センチメント以外にも注目点がある。トレーダーのAsh Crypto氏は別の主要シグナルを指摘した。同氏は今回の下落局面を2022年6月と比較し、当時ETHが暴落後に反転した例を示した。
同氏は、この下落が2022年6月と同一のタイミング、下落パターン、チャート構造を持つと主張。ETHは2025年8月に4953ドルでピークを付けた後、急落した。
価格は週足200日移動平均線2471ドルを下抜けており、次の注目サポートは1500ドルとなる。
こうしたシグナルがありつつも、ETHは依然として大きな壁に直面する。機関投資家の需要は依然低調だ。SoSoValueのデータによると、ETH現物ETFは4週連続で資金流出が続く。
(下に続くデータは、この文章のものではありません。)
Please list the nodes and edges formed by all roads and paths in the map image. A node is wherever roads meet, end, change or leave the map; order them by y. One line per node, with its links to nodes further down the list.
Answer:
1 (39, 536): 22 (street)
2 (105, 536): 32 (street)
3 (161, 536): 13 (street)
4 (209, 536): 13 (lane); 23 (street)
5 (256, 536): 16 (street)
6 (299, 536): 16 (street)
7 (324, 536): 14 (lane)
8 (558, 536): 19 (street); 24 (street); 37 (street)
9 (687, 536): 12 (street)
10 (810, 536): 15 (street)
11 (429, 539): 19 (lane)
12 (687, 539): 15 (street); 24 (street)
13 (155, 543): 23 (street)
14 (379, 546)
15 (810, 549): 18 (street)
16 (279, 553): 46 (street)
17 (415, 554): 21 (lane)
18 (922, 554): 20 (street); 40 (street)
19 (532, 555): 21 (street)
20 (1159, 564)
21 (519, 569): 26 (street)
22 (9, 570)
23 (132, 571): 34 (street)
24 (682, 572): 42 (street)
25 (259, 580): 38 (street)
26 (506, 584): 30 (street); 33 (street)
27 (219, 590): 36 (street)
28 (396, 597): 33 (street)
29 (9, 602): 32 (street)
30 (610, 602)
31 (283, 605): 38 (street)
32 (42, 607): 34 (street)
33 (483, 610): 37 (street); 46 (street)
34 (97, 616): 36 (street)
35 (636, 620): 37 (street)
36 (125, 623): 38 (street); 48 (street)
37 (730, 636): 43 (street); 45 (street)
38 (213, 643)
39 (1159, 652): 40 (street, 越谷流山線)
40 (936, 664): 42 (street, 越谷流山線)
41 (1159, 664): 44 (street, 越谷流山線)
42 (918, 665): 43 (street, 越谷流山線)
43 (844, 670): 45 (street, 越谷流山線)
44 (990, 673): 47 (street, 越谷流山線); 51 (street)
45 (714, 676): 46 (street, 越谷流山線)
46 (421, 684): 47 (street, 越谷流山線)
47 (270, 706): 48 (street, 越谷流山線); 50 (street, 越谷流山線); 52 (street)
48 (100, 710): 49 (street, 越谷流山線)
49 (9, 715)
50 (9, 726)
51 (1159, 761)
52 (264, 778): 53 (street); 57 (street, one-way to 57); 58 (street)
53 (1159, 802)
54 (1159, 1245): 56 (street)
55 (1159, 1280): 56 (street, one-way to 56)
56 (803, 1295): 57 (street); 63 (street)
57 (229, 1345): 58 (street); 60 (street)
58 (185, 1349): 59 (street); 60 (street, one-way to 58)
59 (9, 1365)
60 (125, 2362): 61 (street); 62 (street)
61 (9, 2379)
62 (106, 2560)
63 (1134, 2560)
大口投資家が依然として資金を引き揚げているサインである。
これら資金フローが再びプラスに転じて安定するまでは、反発しても下落基調への回帰リスクが残る。
一方、アナリストのArdi氏は過去のベアマーケットでイーサリアムが週足のRSI(相対力指数)30を下回った後に底打ちしたと警告した。
2018年にはETHがその水準に突入後、205ドルから75ドルへと63%下落。2022年は2200ドルから750ドルへと65%下落している。
Ardi氏は、ETHはまだ売られすぎ水準(RSI30以下)には達しておらず、価格が1700ドルを下回る局面であるとしている。本格的なマクロサポートはさらに15%下方で、緩衝余地が乏しい状況だ。
アナリストは、今サイクルでETHが本格的なブレイクアウトを演じていないことも指摘した。従って、チャート上で同じような激しい修正は不要の可能性がある。ただし、アルディ氏によれば、ETHは一般的に誰も保有したがらなくなったときに底を打つ傾向があり、過去2回のベアマーケットでは売られ過ぎの状態を示していた。